» Work instruction
Except for the pictures, reproduce the records word for word.

[Extracted data — start]

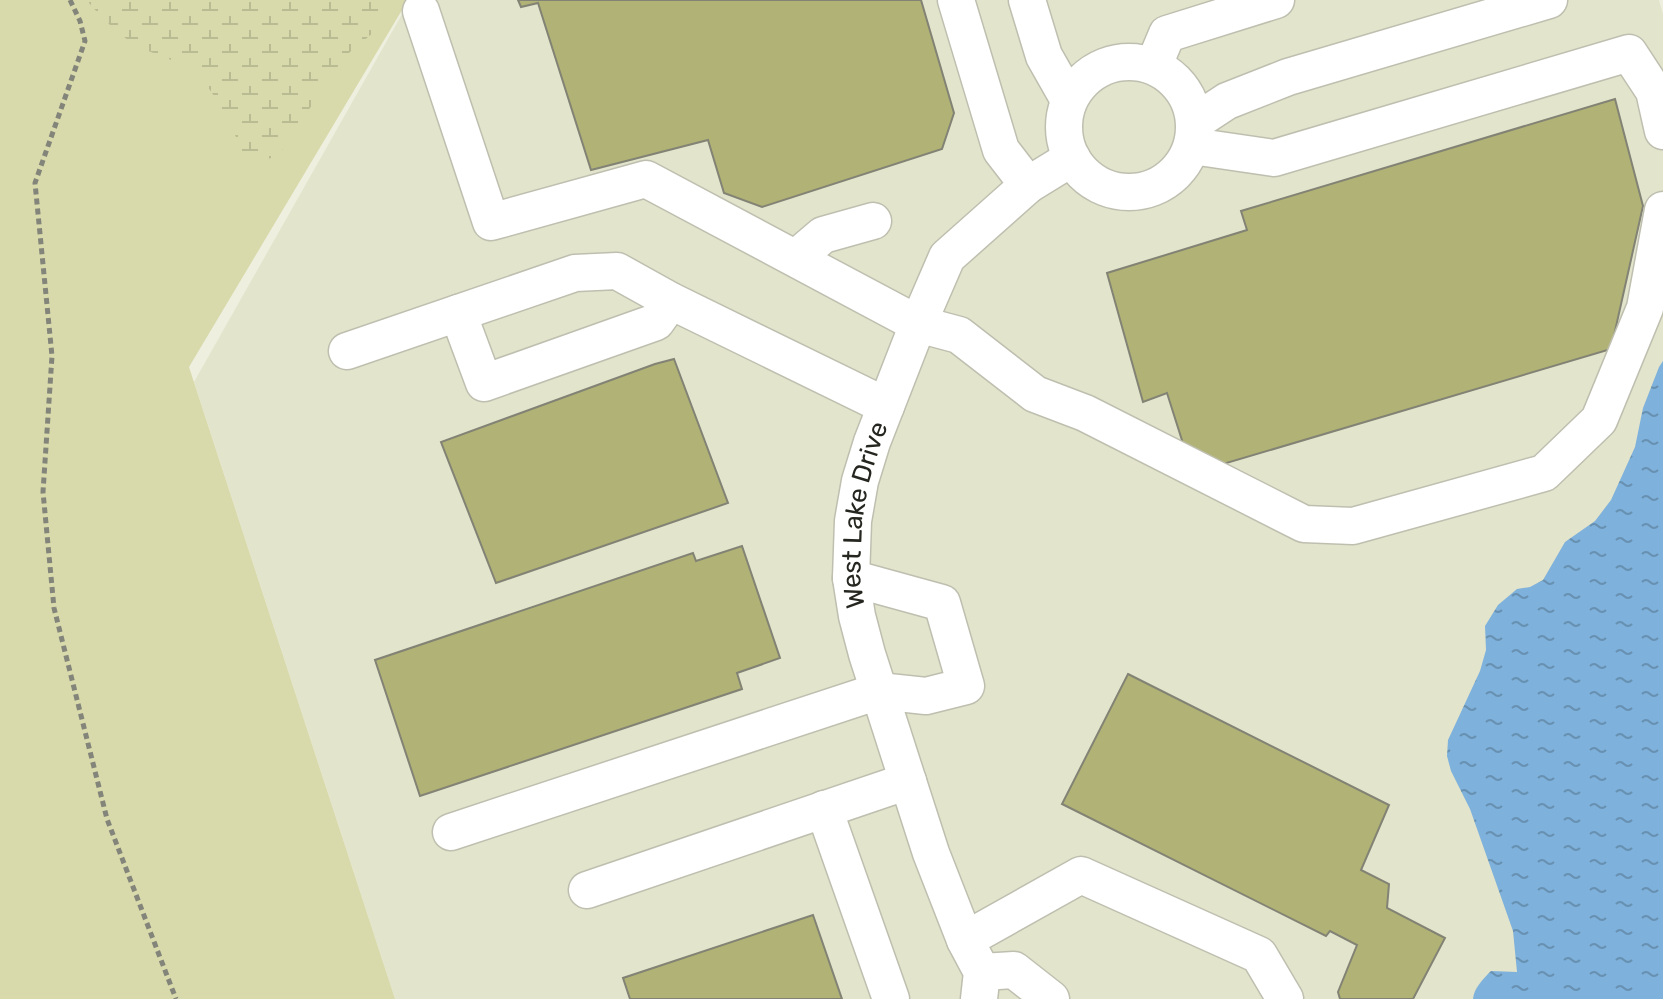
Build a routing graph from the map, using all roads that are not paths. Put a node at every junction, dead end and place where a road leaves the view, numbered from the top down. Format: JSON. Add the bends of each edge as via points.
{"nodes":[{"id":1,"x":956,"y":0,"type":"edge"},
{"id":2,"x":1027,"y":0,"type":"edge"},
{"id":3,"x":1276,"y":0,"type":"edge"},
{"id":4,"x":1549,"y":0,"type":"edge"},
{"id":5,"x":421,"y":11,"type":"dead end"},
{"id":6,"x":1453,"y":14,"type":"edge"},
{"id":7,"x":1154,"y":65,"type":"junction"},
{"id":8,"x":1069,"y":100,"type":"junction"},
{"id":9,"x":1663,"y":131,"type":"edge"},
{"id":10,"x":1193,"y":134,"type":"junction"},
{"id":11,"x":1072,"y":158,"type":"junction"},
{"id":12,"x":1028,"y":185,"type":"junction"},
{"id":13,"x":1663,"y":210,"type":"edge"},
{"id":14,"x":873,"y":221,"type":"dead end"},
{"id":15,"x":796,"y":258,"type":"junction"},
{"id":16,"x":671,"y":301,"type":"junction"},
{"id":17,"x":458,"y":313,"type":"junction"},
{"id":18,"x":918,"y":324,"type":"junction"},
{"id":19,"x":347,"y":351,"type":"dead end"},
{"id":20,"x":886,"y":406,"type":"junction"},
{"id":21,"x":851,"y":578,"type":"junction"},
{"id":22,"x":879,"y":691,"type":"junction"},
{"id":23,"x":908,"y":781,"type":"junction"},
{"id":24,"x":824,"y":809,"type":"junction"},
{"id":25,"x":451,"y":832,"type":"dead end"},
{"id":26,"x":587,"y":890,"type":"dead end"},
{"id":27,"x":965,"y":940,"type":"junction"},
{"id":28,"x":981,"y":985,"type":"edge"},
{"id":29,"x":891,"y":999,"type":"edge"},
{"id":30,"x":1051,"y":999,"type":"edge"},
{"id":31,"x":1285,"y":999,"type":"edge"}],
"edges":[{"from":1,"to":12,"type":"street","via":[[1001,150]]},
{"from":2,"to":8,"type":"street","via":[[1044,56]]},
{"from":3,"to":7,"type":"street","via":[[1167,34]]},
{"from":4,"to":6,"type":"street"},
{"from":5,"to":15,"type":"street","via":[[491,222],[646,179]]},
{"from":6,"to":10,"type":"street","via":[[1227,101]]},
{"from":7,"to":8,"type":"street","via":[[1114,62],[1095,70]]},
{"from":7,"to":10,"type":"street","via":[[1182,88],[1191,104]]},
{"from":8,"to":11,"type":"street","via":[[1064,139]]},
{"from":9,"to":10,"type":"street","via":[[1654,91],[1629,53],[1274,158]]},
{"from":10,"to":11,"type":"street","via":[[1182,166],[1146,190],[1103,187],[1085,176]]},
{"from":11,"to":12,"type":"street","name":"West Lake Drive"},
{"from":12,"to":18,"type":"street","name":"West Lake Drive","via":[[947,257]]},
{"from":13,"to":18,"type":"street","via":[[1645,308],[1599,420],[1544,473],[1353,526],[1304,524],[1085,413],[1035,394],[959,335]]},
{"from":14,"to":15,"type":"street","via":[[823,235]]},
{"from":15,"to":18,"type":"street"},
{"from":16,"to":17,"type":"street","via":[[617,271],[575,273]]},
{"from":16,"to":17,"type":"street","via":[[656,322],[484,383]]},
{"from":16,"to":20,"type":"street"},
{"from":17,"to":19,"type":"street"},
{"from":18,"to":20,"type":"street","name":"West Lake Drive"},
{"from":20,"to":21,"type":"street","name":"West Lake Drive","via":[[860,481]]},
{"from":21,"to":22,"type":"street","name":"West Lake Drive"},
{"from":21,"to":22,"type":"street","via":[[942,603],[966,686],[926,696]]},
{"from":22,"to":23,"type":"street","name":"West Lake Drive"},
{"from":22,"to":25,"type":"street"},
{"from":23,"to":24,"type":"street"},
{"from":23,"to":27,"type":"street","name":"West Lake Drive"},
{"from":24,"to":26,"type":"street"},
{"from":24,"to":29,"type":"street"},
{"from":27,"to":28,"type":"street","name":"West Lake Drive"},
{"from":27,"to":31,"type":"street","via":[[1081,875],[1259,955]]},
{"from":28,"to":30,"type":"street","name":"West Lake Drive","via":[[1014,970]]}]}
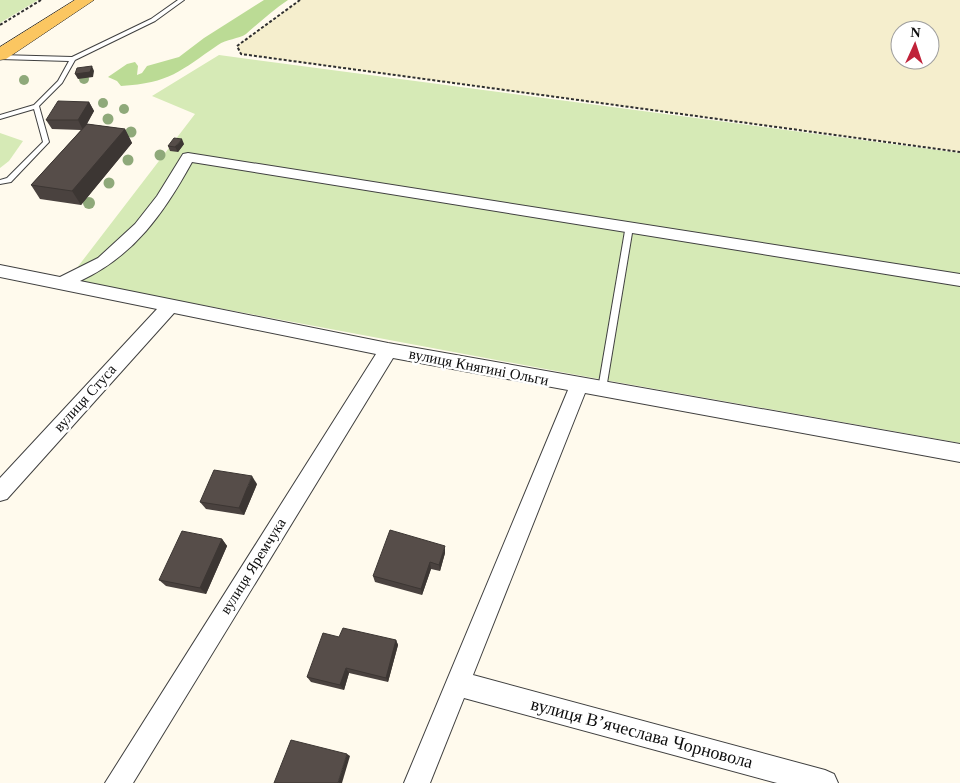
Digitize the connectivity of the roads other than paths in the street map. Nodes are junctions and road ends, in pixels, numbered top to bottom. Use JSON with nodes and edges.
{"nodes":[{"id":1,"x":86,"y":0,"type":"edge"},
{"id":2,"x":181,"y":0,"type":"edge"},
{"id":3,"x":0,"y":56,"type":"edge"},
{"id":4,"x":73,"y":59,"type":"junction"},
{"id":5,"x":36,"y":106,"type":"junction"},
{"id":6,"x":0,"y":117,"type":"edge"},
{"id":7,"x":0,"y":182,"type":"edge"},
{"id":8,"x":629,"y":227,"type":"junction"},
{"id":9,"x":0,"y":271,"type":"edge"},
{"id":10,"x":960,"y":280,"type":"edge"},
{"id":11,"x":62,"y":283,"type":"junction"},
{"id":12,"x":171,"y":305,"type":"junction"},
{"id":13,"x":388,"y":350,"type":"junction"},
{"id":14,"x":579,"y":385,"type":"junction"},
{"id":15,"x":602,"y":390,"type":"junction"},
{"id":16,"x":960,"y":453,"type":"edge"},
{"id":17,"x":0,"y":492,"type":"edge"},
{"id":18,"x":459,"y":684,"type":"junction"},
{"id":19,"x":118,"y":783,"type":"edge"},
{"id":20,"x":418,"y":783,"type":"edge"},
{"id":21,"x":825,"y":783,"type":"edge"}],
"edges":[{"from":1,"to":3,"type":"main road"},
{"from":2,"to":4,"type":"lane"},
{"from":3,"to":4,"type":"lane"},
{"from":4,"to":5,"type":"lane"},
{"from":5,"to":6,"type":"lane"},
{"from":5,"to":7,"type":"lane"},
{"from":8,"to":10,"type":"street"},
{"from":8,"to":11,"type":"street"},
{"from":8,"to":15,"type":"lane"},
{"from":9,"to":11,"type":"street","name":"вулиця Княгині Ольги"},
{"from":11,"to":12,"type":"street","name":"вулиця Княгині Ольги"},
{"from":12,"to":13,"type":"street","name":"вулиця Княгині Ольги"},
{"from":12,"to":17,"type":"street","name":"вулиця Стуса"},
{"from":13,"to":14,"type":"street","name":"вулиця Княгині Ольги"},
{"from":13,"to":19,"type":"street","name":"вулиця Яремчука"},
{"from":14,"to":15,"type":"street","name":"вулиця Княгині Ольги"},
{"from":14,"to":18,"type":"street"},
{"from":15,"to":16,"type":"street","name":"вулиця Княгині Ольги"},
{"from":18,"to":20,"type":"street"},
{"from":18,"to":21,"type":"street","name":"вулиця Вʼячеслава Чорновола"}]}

[Extracted data — finish]

» Task solution
Build a routing graph from the map, using all roads that are not paths. Put a node at every junction, dead end and place where a road leaves the view, numbered from the top down. Format: JSON. Add the bends of each edge as via points.
{"nodes":[{"id":1,"x":956,"y":0,"type":"edge"},
{"id":2,"x":1027,"y":0,"type":"edge"},
{"id":3,"x":1276,"y":0,"type":"edge"},
{"id":4,"x":1549,"y":0,"type":"edge"},
{"id":5,"x":421,"y":11,"type":"dead end"},
{"id":6,"x":1453,"y":14,"type":"edge"},
{"id":7,"x":1154,"y":65,"type":"junction"},
{"id":8,"x":1069,"y":100,"type":"junction"},
{"id":9,"x":1663,"y":131,"type":"edge"},
{"id":10,"x":1193,"y":134,"type":"junction"},
{"id":11,"x":1072,"y":158,"type":"junction"},
{"id":12,"x":1028,"y":185,"type":"junction"},
{"id":13,"x":1663,"y":210,"type":"edge"},
{"id":14,"x":873,"y":221,"type":"dead end"},
{"id":15,"x":796,"y":258,"type":"junction"},
{"id":16,"x":671,"y":301,"type":"junction"},
{"id":17,"x":458,"y":313,"type":"junction"},
{"id":18,"x":918,"y":324,"type":"junction"},
{"id":19,"x":347,"y":351,"type":"dead end"},
{"id":20,"x":886,"y":406,"type":"junction"},
{"id":21,"x":851,"y":578,"type":"junction"},
{"id":22,"x":879,"y":691,"type":"junction"},
{"id":23,"x":908,"y":781,"type":"junction"},
{"id":24,"x":824,"y":809,"type":"junction"},
{"id":25,"x":451,"y":832,"type":"dead end"},
{"id":26,"x":587,"y":890,"type":"dead end"},
{"id":27,"x":965,"y":940,"type":"junction"},
{"id":28,"x":981,"y":985,"type":"edge"},
{"id":29,"x":891,"y":999,"type":"edge"},
{"id":30,"x":1051,"y":999,"type":"edge"},
{"id":31,"x":1285,"y":999,"type":"edge"}],
"edges":[{"from":1,"to":12,"type":"street","via":[[1001,150]]},
{"from":2,"to":8,"type":"street","via":[[1044,56]]},
{"from":3,"to":7,"type":"street","via":[[1167,34]]},
{"from":4,"to":6,"type":"street"},
{"from":5,"to":15,"type":"street","via":[[491,222],[646,179]]},
{"from":6,"to":10,"type":"street","via":[[1227,101]]},
{"from":7,"to":8,"type":"street","via":[[1114,62],[1095,70]]},
{"from":7,"to":10,"type":"street","via":[[1182,88],[1191,104]]},
{"from":8,"to":11,"type":"street","via":[[1064,139]]},
{"from":9,"to":10,"type":"street","via":[[1654,91],[1629,53],[1274,158]]},
{"from":10,"to":11,"type":"street","via":[[1182,166],[1146,190],[1103,187],[1085,176]]},
{"from":11,"to":12,"type":"street","name":"West Lake Drive"},
{"from":12,"to":18,"type":"street","name":"West Lake Drive","via":[[947,257]]},
{"from":13,"to":18,"type":"street","via":[[1645,308],[1599,420],[1544,473],[1353,526],[1304,524],[1085,413],[1035,394],[959,335]]},
{"from":14,"to":15,"type":"street","via":[[823,235]]},
{"from":15,"to":18,"type":"street"},
{"from":16,"to":17,"type":"street","via":[[617,271],[575,273]]},
{"from":16,"to":17,"type":"street","via":[[656,322],[484,383]]},
{"from":16,"to":20,"type":"street"},
{"from":17,"to":19,"type":"street"},
{"from":18,"to":20,"type":"street","name":"West Lake Drive"},
{"from":20,"to":21,"type":"street","name":"West Lake Drive","via":[[860,481]]},
{"from":21,"to":22,"type":"street","name":"West Lake Drive"},
{"from":21,"to":22,"type":"street","via":[[942,603],[966,686],[926,696]]},
{"from":22,"to":23,"type":"street","name":"West Lake Drive"},
{"from":22,"to":25,"type":"street"},
{"from":23,"to":24,"type":"street"},
{"from":23,"to":27,"type":"street","name":"West Lake Drive"},
{"from":24,"to":26,"type":"street"},
{"from":24,"to":29,"type":"street"},
{"from":27,"to":28,"type":"street","name":"West Lake Drive"},
{"from":27,"to":31,"type":"street","via":[[1081,875],[1259,955]]},
{"from":28,"to":30,"type":"street","name":"West Lake Drive","via":[[1014,970]]}]}
Digitize the connectivity of the roads other than paths in the street map. Nodes are junctions and road ends, in pixels, numbered top to bottom. Use JSON with nodes and edges.
{"nodes":[{"id":1,"x":86,"y":0,"type":"edge"},
{"id":2,"x":181,"y":0,"type":"edge"},
{"id":3,"x":0,"y":56,"type":"edge"},
{"id":4,"x":73,"y":59,"type":"junction"},
{"id":5,"x":36,"y":106,"type":"junction"},
{"id":6,"x":0,"y":117,"type":"edge"},
{"id":7,"x":0,"y":182,"type":"edge"},
{"id":8,"x":629,"y":227,"type":"junction"},
{"id":9,"x":0,"y":271,"type":"edge"},
{"id":10,"x":960,"y":280,"type":"edge"},
{"id":11,"x":62,"y":283,"type":"junction"},
{"id":12,"x":171,"y":305,"type":"junction"},
{"id":13,"x":388,"y":350,"type":"junction"},
{"id":14,"x":579,"y":385,"type":"junction"},
{"id":15,"x":602,"y":390,"type":"junction"},
{"id":16,"x":960,"y":453,"type":"edge"},
{"id":17,"x":0,"y":492,"type":"edge"},
{"id":18,"x":459,"y":684,"type":"junction"},
{"id":19,"x":118,"y":783,"type":"edge"},
{"id":20,"x":418,"y":783,"type":"edge"},
{"id":21,"x":825,"y":783,"type":"edge"}],
"edges":[{"from":1,"to":3,"type":"main road"},
{"from":2,"to":4,"type":"lane"},
{"from":3,"to":4,"type":"lane"},
{"from":4,"to":5,"type":"lane"},
{"from":5,"to":6,"type":"lane"},
{"from":5,"to":7,"type":"lane"},
{"from":8,"to":10,"type":"street"},
{"from":8,"to":11,"type":"street"},
{"from":8,"to":15,"type":"lane"},
{"from":9,"to":11,"type":"street","name":"вулиця Княгині Ольги"},
{"from":11,"to":12,"type":"street","name":"вулиця Княгині Ольги"},
{"from":12,"to":13,"type":"street","name":"вулиця Княгині Ольги"},
{"from":12,"to":17,"type":"street","name":"вулиця Стуса"},
{"from":13,"to":14,"type":"street","name":"вулиця Княгині Ольги"},
{"from":13,"to":19,"type":"street","name":"вулиця Яремчука"},
{"from":14,"to":15,"type":"street","name":"вулиця Княгині Ольги"},
{"from":14,"to":18,"type":"street"},
{"from":15,"to":16,"type":"street","name":"вулиця Княгині Ольги"},
{"from":18,"to":20,"type":"street"},
{"from":18,"to":21,"type":"street","name":"вулиця Вʼячеслава Чорновола"}]}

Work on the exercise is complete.